Heme is the main cofactor of P450s, and modifying the endogenous heme synthesis pathway was reported as a viable approach to enhance the activity of P450s (Michener et al., 2012). We overexpressed the HEM3 (heme synthase) gene in the WCA9 strain, which increased the CA titer by 50% to 17.12 mg/L. To increase the NADPH supply, we overexpressed the NADH kinase gene (POS5) (Miyagi et al., 2009) in WCA10, which increased the CA titer by 20%–20.54 mg/L, whereby the ferruginol titer also increased to 33.86 mg/L (Figure 6B). The transcription factor HAC1 can activate the transcription of proteins folding-related genes, activating the unfolded protein response (UPR) in the ER (Khan and Schroeder, 2008; Jonikas et al., 2009; Qu et al., 2020). To reduce the pressure caused by the expansion of the ER, we overexpressed the transcription factor HAC1 in WCA11, which increased the CA and ferruginol titers to 24.65 and 36.29 mg/L, corresponding to yields of 1.23 and 1.81 mg/g, respectively (Figure 6B).
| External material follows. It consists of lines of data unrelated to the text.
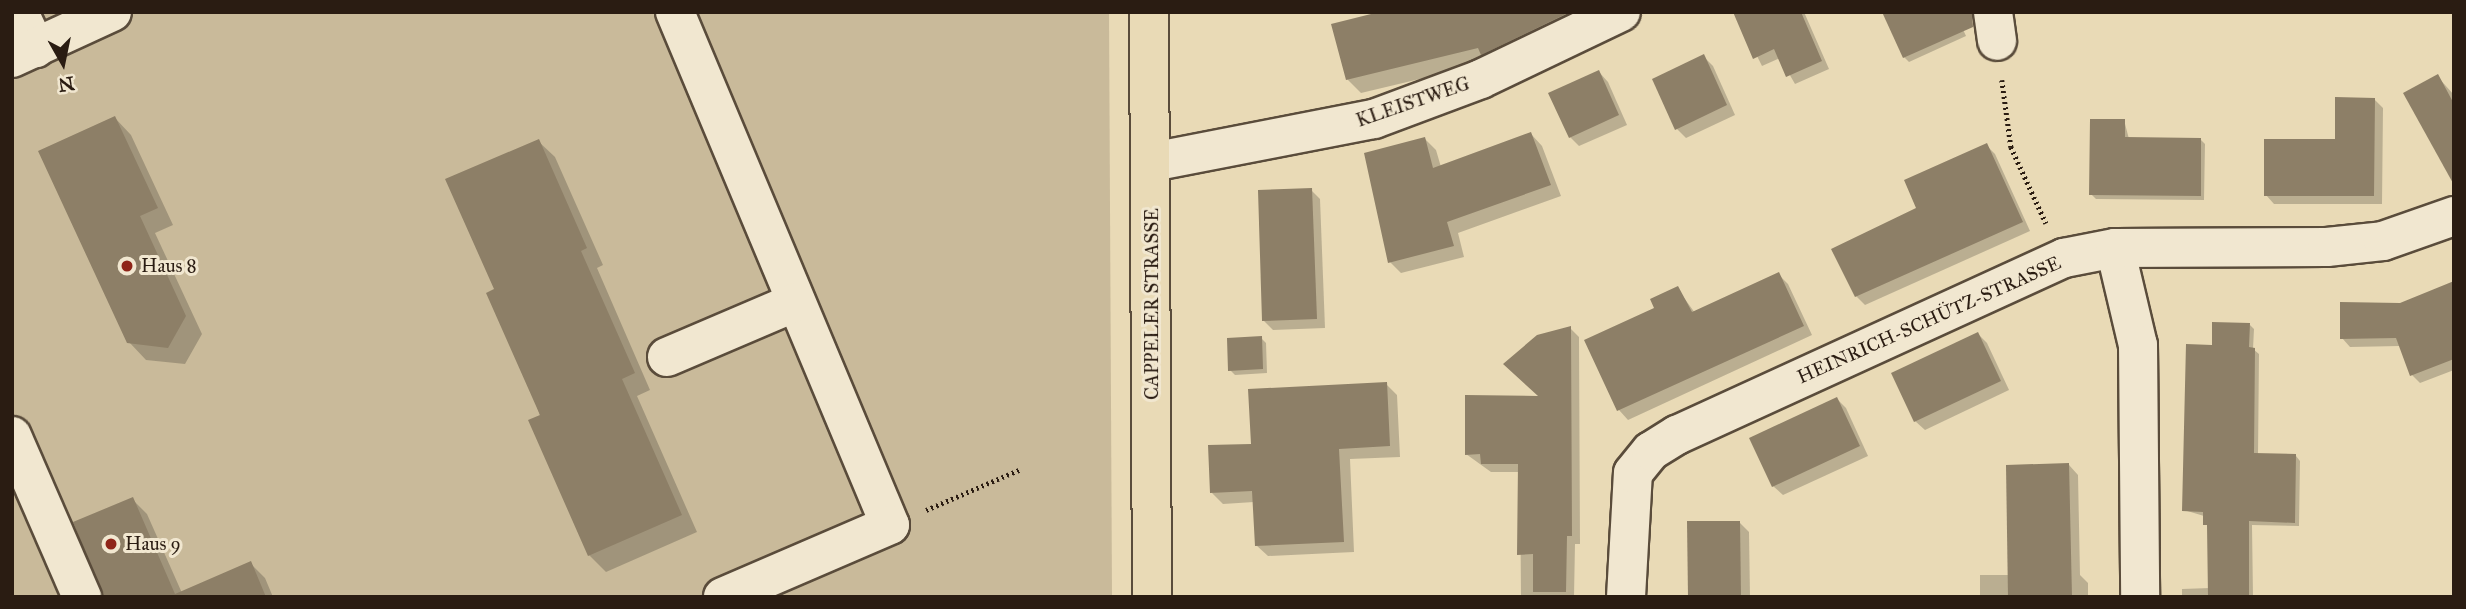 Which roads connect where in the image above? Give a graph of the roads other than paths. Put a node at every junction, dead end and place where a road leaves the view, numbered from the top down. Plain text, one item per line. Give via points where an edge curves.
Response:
1 (19, 12) edge
2 (112, 12) edge
3 (675, 12) edge
4 (1149, 12) edge
5 (1621, 12) edge
6 (24, 53) edge
7 (1152, 162) junction
8 (2454, 216) edge
9 (2115, 248) junction
10 (796, 302) junction
11 (667, 357) dead end
12 (12, 436) edge
13 (82, 597) edge
14 (723, 597) edge
15 (1152, 597) edge
16 (1626, 597) edge
17 (2140, 597) edge

1 - 6 street
2 - 6 street
3 - 10 street
4 - 7 main road, CAPPELER STRASSE
5 - 7 street, KLEISTWEG via 1480,79 1374,119
7 - 15 main road, CAPPELER STRASSE
8 - 9 street, HEINRICH-SCHÜTZ-STRASSE via 2383,241 2327,247
9 - 16 street, HEINRICH-SCHÜTZ-STRASSE via 2064,258 1651,451 1633,473
9 - 17 street via 2138,345
10 - 11 street
10 - 14 street via 890,525
12 - 13 street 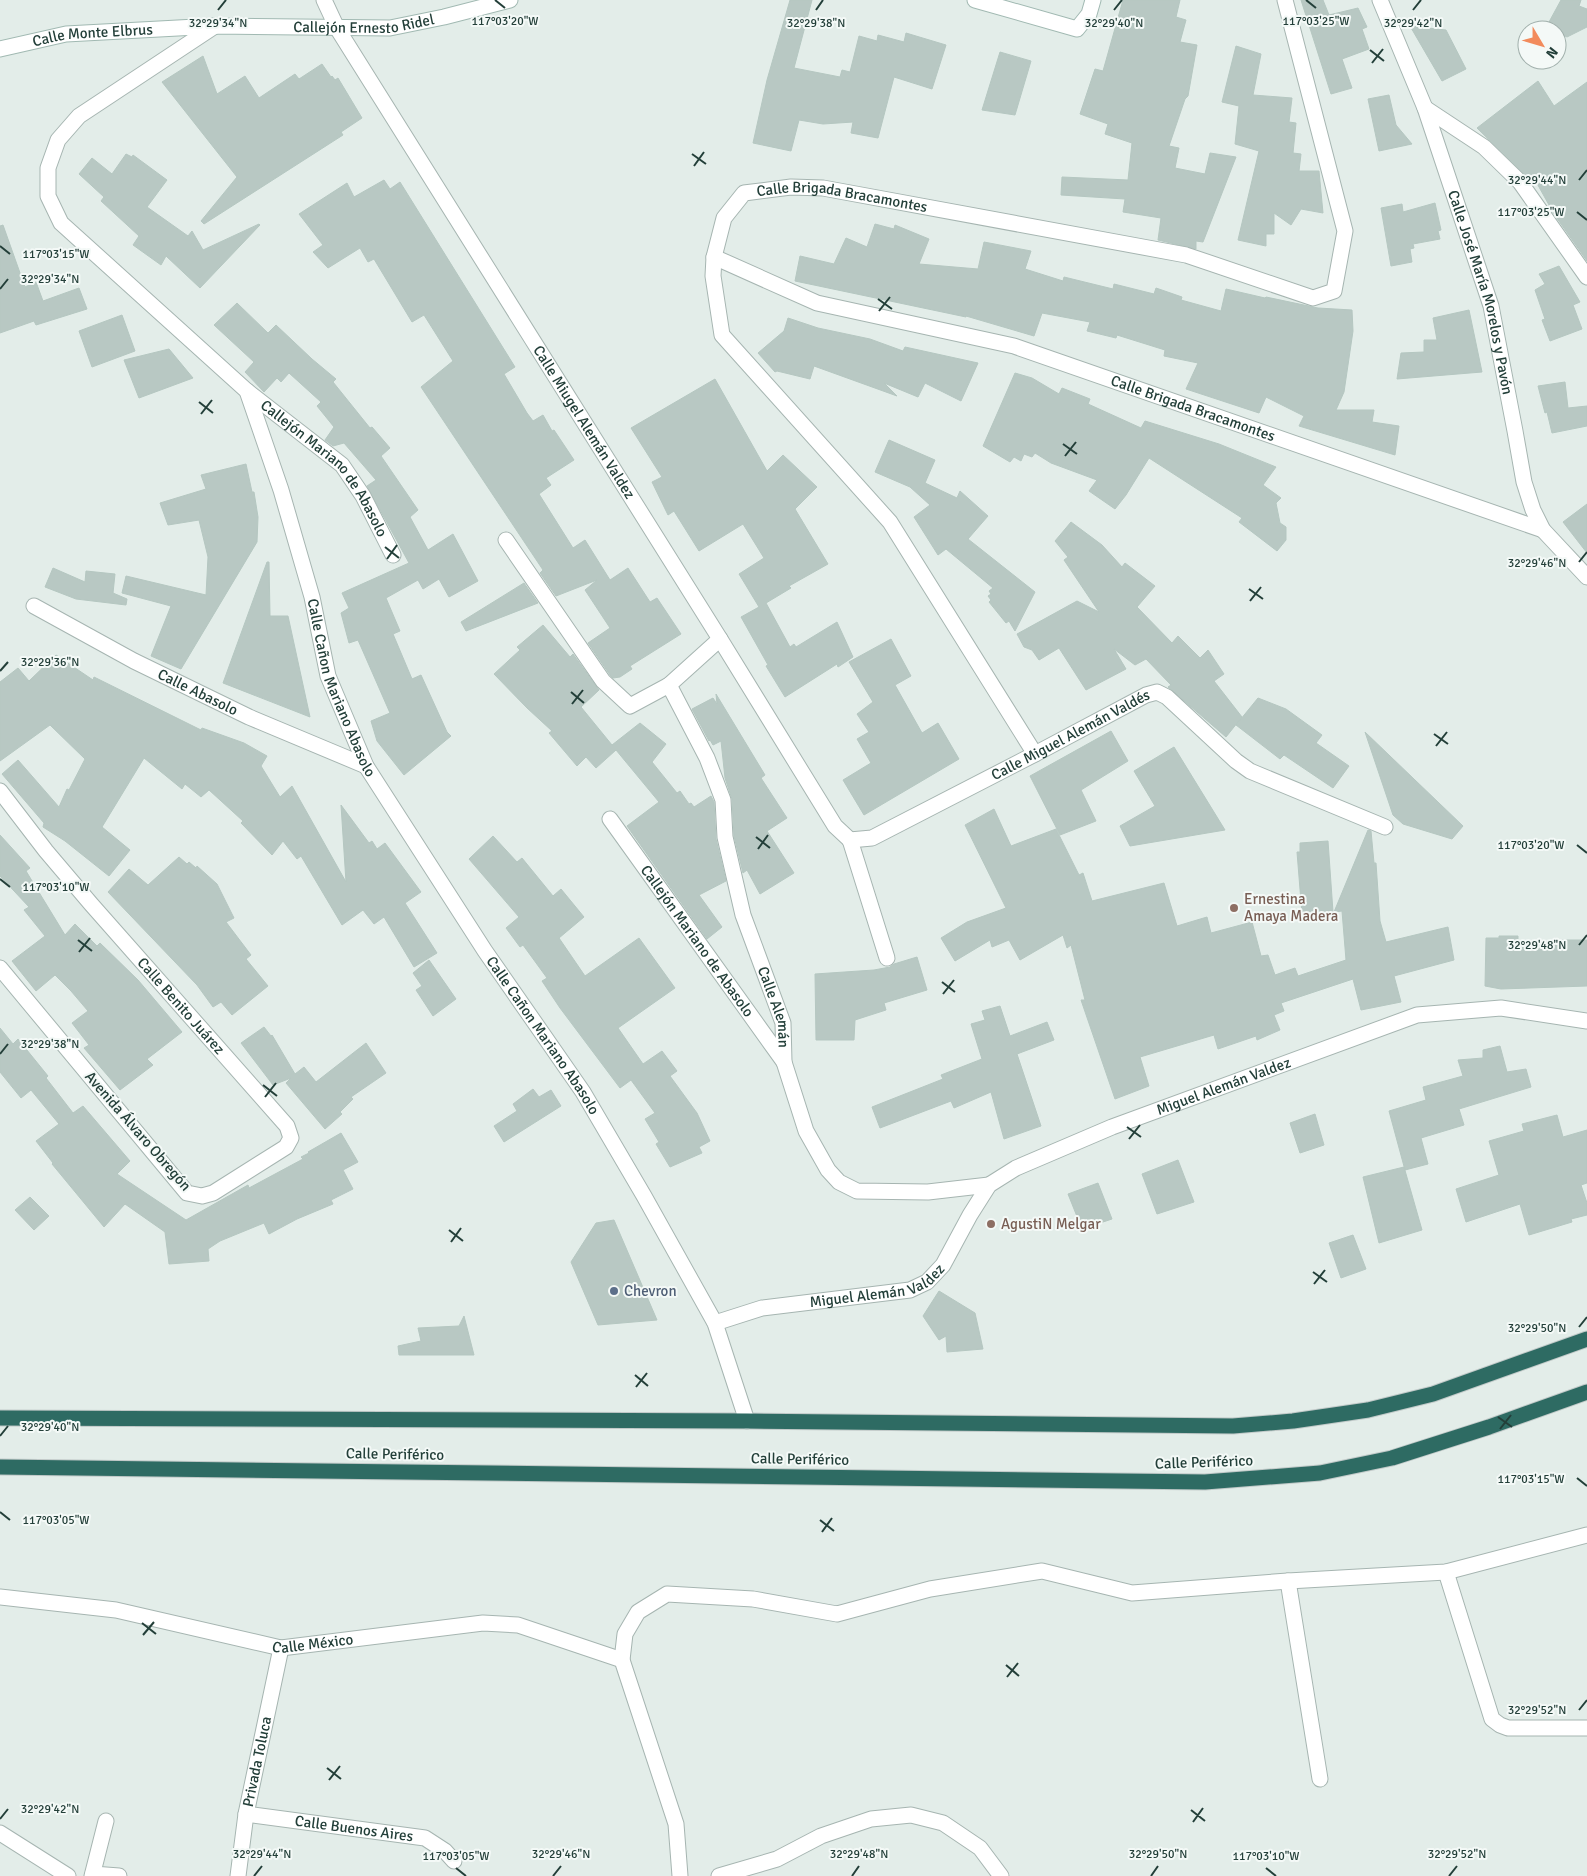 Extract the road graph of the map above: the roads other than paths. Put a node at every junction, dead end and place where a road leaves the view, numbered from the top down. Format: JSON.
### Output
{"nodes":[{"id":1,"x":324,"y":0,"type":"edge"},
{"id":2,"x":510,"y":0,"type":"edge"},
{"id":3,"x":975,"y":0,"type":"edge"},
{"id":4,"x":1093,"y":0,"type":"edge"},
{"id":5,"x":1285,"y":0,"type":"edge"},
{"id":6,"x":1380,"y":0,"type":"edge"},
{"id":7,"x":215,"y":26,"type":"junction"},
{"id":8,"x":337,"y":28,"type":"junction"},
{"id":9,"x":0,"y":50,"type":"edge"},
{"id":10,"x":1425,"y":108,"type":"junction"},
{"id":11,"x":714,"y":257,"type":"junction"},
{"id":12,"x":1587,"y":277,"type":"edge"},
{"id":13,"x":247,"y":391,"type":"junction"},
{"id":14,"x":1543,"y":530,"type":"junction"},
{"id":15,"x":506,"y":540,"type":"dead end"},
{"id":16,"x":393,"y":555,"type":"dead end"},
{"id":17,"x":1587,"y":577,"type":"edge"},
{"id":18,"x":34,"y":606,"type":"dead end"},
{"id":19,"x":720,"y":639,"type":"junction"},
{"id":20,"x":669,"y":685,"type":"junction"},
{"id":21,"x":1035,"y":754,"type":"junction"},
{"id":22,"x":366,"y":766,"type":"junction"},
{"id":23,"x":0,"y":791,"type":"edge"},
{"id":24,"x":610,"y":819,"type":"dead end"},
{"id":25,"x":1385,"y":827,"type":"dead end"},
{"id":26,"x":850,"y":840,"type":"junction"},
{"id":27,"x":886,"y":958,"type":"dead end"},
{"id":28,"x":0,"y":968,"type":"edge"},
{"id":29,"x":1587,"y":1021,"type":"edge"},
{"id":30,"x":784,"y":1062,"type":"junction"},
{"id":31,"x":989,"y":1185,"type":"junction"},
{"id":32,"x":202,"y":1196,"type":"joint"},
{"id":33,"x":715,"y":1323,"type":"junction"},
{"id":34,"x":1587,"y":1339,"type":"edge"},
{"id":35,"x":1587,"y":1392,"type":"edge"},
{"id":36,"x":0,"y":1418,"type":"edge"},
{"id":37,"x":747,"y":1421,"type":"junction"},
{"id":38,"x":0,"y":1467,"type":"edge"},
{"id":39,"x":1587,"y":1534,"type":"edge"},
{"id":40,"x":1446,"y":1572,"type":"junction"},
{"id":41,"x":1288,"y":1581,"type":"junction"},
{"id":42,"x":0,"y":1597,"type":"edge"},
{"id":43,"x":281,"y":1648,"type":"junction"},
{"id":44,"x":622,"y":1660,"type":"junction"},
{"id":45,"x":1587,"y":1728,"type":"edge"},
{"id":46,"x":1320,"y":1779,"type":"dead end"},
{"id":47,"x":246,"y":1814,"type":"junction"},
{"id":48,"x":106,"y":1821,"type":"dead end"},
{"id":49,"x":0,"y":1833,"type":"edge"},
{"id":50,"x":454,"y":1861,"type":"dead end"},
{"id":51,"x":92,"y":1875,"type":"edge"},
{"id":52,"x":68,"y":1876,"type":"edge"},
{"id":53,"x":118,"y":1876,"type":"edge"},
{"id":54,"x":238,"y":1876,"type":"edge"},
{"id":55,"x":680,"y":1876,"type":"edge"},
{"id":56,"x":719,"y":1876,"type":"edge"},
{"id":57,"x":1001,"y":1876,"type":"edge"}],
"edges":[{"from":1,"to":8,"type":"street","name":"Calle Miugel Alemán Valdez"},
{"from":2,"to":8,"type":"street","name":"Callejón Ernesto Ridel"},
{"from":3,"to":4,"type":"street"},
{"from":5,"to":11,"type":"street","name":"Calle Brigada Bracamontes"},
{"from":6,"to":10,"type":"street","name":"Calle José María Morelos y Pavón"},
{"from":7,"to":8,"type":"street","name":"Callejón Ernesto Ridel"},
{"from":7,"to":9,"type":"street","name":"Calle Monte Elbrus"},
{"from":7,"to":13,"type":"street","name":"Calle Cañon Mariano Abasolo"},
{"from":8,"to":19,"type":"street","name":"Calle Miugel Alemán Valdez"},
{"from":10,"to":12,"type":"street"},
{"from":10,"to":14,"type":"street","name":"Calle José María Morelos y Pavón"},
{"from":11,"to":14,"type":"street","name":"Calle Brigada Bracamontes"},
{"from":11,"to":21,"type":"street"},
{"from":13,"to":16,"type":"street","name":"Callejón Mariano de Abasolo"},
{"from":13,"to":22,"type":"street","name":"Calle Cañon Mariano Abasolo"},
{"from":14,"to":17,"type":"street","name":"Calle José María Morelos y Pavón"},
{"from":15,"to":20,"type":"street"},
{"from":18,"to":22,"type":"street","name":"Calle Abasolo"},
{"from":19,"to":20,"type":"street"},
{"from":19,"to":26,"type":"street","name":"Calle Miugel Alemán Valdez"},
{"from":20,"to":30,"type":"street","name":"Calle Alemán"},
{"from":21,"to":25,"type":"street","name":"Calle Miguel Alemán Valdés"},
{"from":21,"to":26,"type":"street","name":"Calle Miguel Alemán Valdés"},
{"from":22,"to":33,"type":"street","name":"Calle Cañon Mariano Abasolo"},
{"from":23,"to":32,"type":"street","name":"Calle Benito Juárez"},
{"from":24,"to":30,"type":"street","name":"Callejón Mariano de Abasolo"},
{"from":26,"to":27,"type":"street"},
{"from":28,"to":32,"type":"street","name":"Avenida Álvaro Obregón"},
{"from":29,"to":31,"type":"street","name":"Miguel Alemán Valdez"},
{"from":30,"to":31,"type":"street","name":"Calle Alemán"},
{"from":31,"to":33,"type":"street","name":"Miguel Alemán Valdez"},
{"from":33,"to":37,"type":"street","name":"Calle Cañon Mariano Abasolo"},
{"from":34,"to":37,"type":"highway"},
{"from":35,"to":38,"type":"highway","name":"Calle Periférico"},
{"from":36,"to":37,"type":"highway"},
{"from":39,"to":40,"type":"street"},
{"from":40,"to":41,"type":"street"},
{"from":40,"to":45,"type":"street"},
{"from":41,"to":44,"type":"street"},
{"from":41,"to":46,"type":"street"},
{"from":42,"to":43,"type":"street","name":"Calle México"},
{"from":43,"to":44,"type":"street","name":"Calle México"},
{"from":43,"to":47,"type":"street","name":"Privada Toluca"},
{"from":44,"to":55,"type":"street"},
{"from":47,"to":50,"type":"street","name":"Calle Buenos Aires"},
{"from":47,"to":54,"type":"street","name":"Privada Toluca"},
{"from":48,"to":51,"type":"street"},
{"from":49,"to":52,"type":"street"},
{"from":51,"to":53,"type":"street"},
{"from":56,"to":57,"type":"street"}]}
We performed batch and fed-batch fermentation of the best strain WCA11 in a 5-L bioreactor to confirm the shake-flasks results. The residual glucose concentration, cell growth, ethanol concentration, and CA titer were evaluated during batch fermentation. Glucose was rapidly consumed within 12 h at the beginning of the fermentation (Figure 7A). At the same time, ethanol accumulation reached up to 11.93 g/L, after which ethanol was the carbon source and consumed after 48 h. CA production was detected every 12 h from the beginning of the fermentation, and reached a peak of 31.04 mg/L at 96 h. The titer of ferruginol and miltiradiene reached 54.80 and 212.45 mg/L, respectively. The final OD₆₀₀ of the strain reached 29.23 (Figure 7A).

As shown in Figure 7B, the OD₆₀₀ of WCA11 was 3.33-fold higher in fed-batch fermentation than in batch fermentation. The CA titer also increased considerably, reaching 75.18 mg/L, representing a 142.2% increase compared with batch fermentation, which is the highest CA titer reported in yeast to date, to our knowledge, (Table 1). The ferruginol and miltiradiene titers also increased to 276.58 and 1,543.27 mg/L, respectively. The two-stage feeding strategy therefore showed good results (Figure 7B).